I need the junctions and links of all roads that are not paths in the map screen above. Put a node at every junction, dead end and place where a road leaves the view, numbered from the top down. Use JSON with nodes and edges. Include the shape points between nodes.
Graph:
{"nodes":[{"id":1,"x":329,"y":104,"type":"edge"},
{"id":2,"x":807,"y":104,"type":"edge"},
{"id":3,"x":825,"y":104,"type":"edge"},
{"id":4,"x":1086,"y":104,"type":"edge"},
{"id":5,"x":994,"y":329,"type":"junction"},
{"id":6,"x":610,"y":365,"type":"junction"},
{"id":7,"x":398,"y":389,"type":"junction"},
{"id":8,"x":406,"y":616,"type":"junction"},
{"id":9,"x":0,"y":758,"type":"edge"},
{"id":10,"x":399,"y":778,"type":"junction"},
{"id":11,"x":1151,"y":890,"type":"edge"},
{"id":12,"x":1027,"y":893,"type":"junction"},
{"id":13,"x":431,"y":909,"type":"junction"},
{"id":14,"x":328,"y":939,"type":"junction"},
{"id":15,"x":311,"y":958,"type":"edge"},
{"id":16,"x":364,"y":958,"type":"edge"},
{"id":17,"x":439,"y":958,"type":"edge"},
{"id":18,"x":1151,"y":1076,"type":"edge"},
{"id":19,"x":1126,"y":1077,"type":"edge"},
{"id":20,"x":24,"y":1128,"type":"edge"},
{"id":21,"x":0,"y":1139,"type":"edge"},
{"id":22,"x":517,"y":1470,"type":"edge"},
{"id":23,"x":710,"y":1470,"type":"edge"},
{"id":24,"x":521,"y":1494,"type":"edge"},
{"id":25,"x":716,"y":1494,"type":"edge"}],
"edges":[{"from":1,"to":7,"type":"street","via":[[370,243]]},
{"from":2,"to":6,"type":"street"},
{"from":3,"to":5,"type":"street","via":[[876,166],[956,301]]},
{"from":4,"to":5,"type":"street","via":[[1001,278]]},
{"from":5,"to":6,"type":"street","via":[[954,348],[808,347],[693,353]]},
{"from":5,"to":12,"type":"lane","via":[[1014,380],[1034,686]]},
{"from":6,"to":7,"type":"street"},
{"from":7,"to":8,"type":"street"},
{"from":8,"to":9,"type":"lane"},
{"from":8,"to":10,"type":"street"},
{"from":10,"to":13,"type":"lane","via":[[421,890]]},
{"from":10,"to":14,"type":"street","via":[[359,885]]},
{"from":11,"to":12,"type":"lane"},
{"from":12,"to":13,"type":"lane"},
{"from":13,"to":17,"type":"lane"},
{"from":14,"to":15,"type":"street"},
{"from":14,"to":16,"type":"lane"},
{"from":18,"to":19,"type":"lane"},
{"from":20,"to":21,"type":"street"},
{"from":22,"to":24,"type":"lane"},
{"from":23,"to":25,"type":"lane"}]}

...

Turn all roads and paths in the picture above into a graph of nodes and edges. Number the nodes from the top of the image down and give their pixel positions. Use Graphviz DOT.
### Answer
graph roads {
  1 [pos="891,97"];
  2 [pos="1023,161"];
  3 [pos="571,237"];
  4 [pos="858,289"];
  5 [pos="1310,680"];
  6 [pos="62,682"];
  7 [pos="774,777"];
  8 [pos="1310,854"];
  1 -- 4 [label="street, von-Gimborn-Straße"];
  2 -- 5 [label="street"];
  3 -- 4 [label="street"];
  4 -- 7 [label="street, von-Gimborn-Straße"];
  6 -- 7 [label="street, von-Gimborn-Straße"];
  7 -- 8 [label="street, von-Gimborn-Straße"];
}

Task goal: Lines that hold "above" are the ones to copy, so pick each out from the data.

Written solution:
I need the junctions and links of all roads that are not paths in the map screen above. Put a node at every junction, dead end and place where a road leaves the view, numbered from the top down. Use JSON with nodes and edges. Include the shape points between nodes.
Turn all roads and paths in the picture above into a graph of nodes and edges. Number the nodes from the top of the image down and give their pixel positions. Use Graphviz DOT.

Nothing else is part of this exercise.